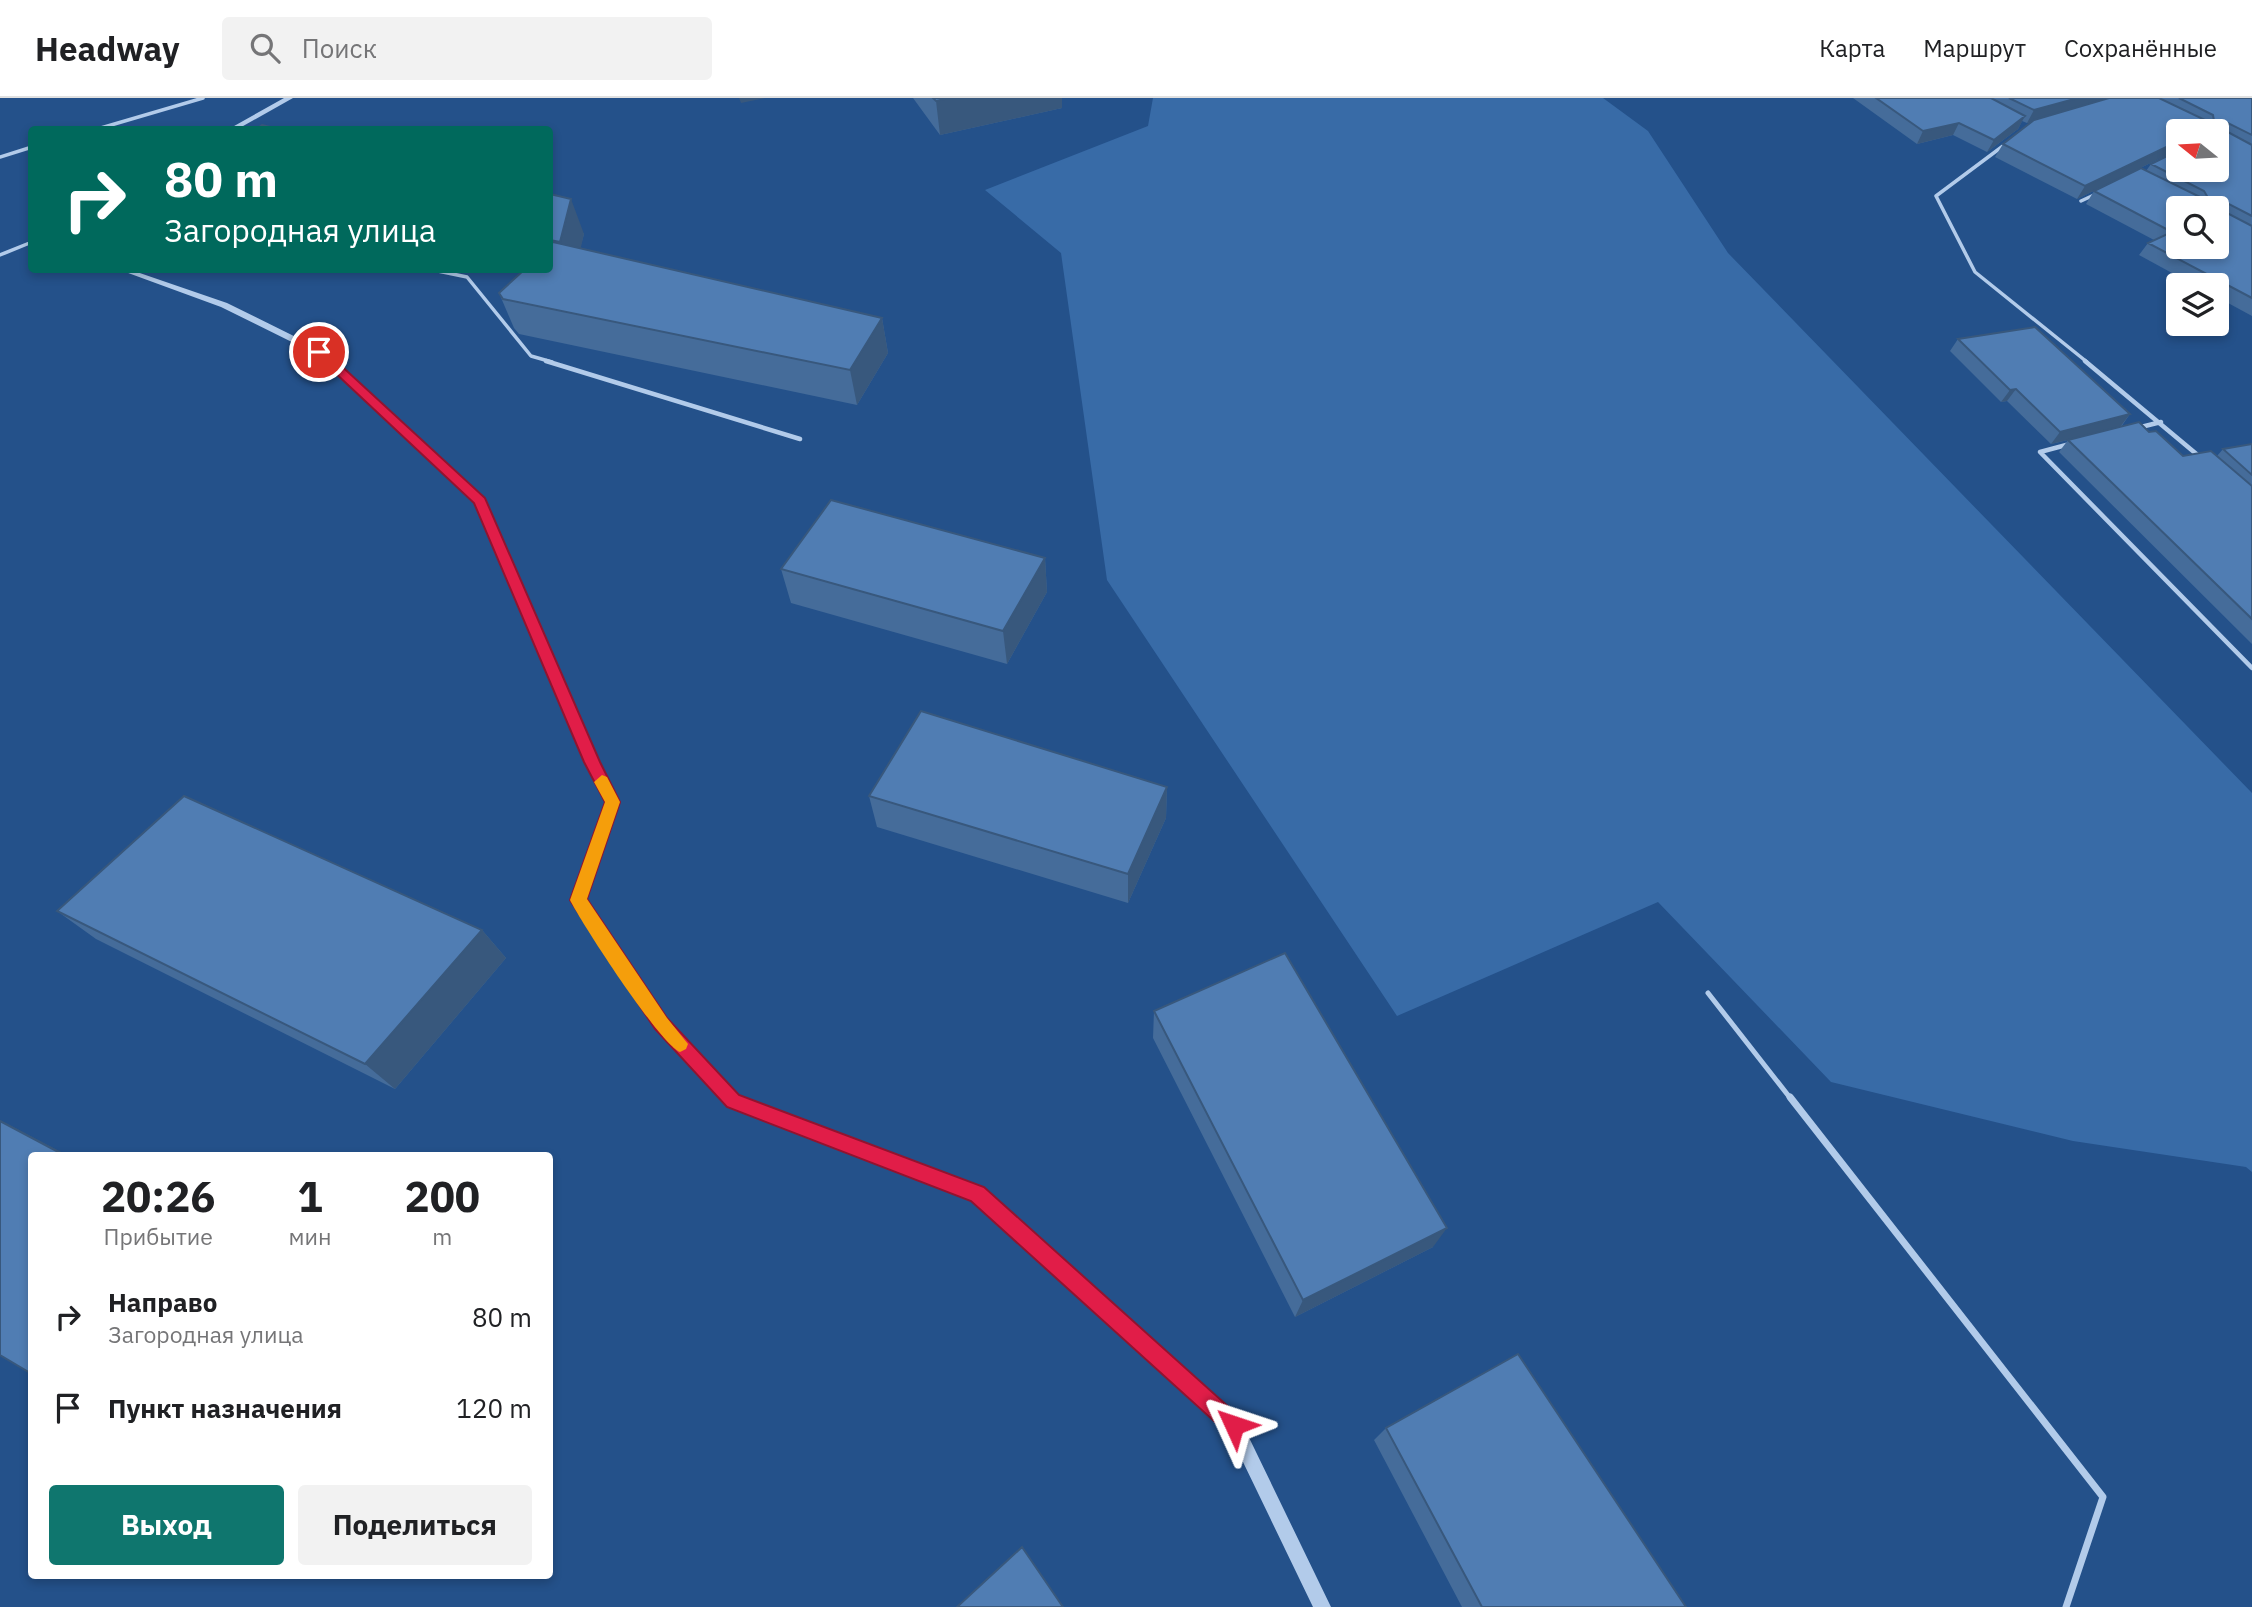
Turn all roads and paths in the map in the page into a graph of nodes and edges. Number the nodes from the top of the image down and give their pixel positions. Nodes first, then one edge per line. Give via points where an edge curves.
1 (203, 98) edge
2 (289, 98) edge
3 (108, 126) edge
4 (237, 126) edge
5 (2016, 136) edge
6 (28, 149) edge
7 (0, 157) edge
8 (2102, 191) edge
9 (2081, 201) edge
10 (28, 244) edge
11 (0, 255) edge
12 (132, 273) edge
13 (448, 273) edge
14 (2161, 422) junction
15 (2134, 428) edge
16 (800, 439) dead end
17 (2080, 442) edge
18 (2202, 458) edge
19 (2252, 668) edge
20 (1708, 993) dead end
21 (1322, 1607) edge
22 (2066, 1607) edge

1 - 3 lane
2 - 4 street
5 - 14 lane via 1936,196 1975,272
6 - 7 lane
8 - 9 lane
10 - 11 lane
12 - 21 street via 223,305 319,352 480,501 612,802 578,900 661,1024 733,1101 977,1194 1234,1425
13 - 16 lane via 467,277 531,356
14 - 15 lane
14 - 18 lane
17 - 19 lane via 2040,452
20 - 22 lane via 2103,1497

========================================

TASK TO CARRY OUT
Would you please transcribe the listing in full, exactly, while omitting the images?

RESULT BELOW
Turn all roads and paths in the map in the page into a graph of nodes and edges. Number the nodes from the top of the image down and give their pixel positions. Nodes first, then one edge per line. Give via points where an edge curves.
1 (203, 98) edge
2 (289, 98) edge
3 (108, 126) edge
4 (237, 126) edge
5 (2016, 136) edge
6 (28, 149) edge
7 (0, 157) edge
8 (2102, 191) edge
9 (2081, 201) edge
10 (28, 244) edge
11 (0, 255) edge
12 (132, 273) edge
13 (448, 273) edge
14 (2161, 422) junction
15 (2134, 428) edge
16 (800, 439) dead end
17 (2080, 442) edge
18 (2202, 458) edge
19 (2252, 668) edge
20 (1708, 993) dead end
21 (1322, 1607) edge
22 (2066, 1607) edge

1 - 3 lane
2 - 4 street
5 - 14 lane via 1936,196 1975,272
6 - 7 lane
8 - 9 lane
10 - 11 lane
12 - 21 street via 223,305 319,352 480,501 612,802 578,900 661,1024 733,1101 977,1194 1234,1425
13 - 16 lane via 467,277 531,356
14 - 15 lane
14 - 18 lane
17 - 19 lane via 2040,452
20 - 22 lane via 2103,1497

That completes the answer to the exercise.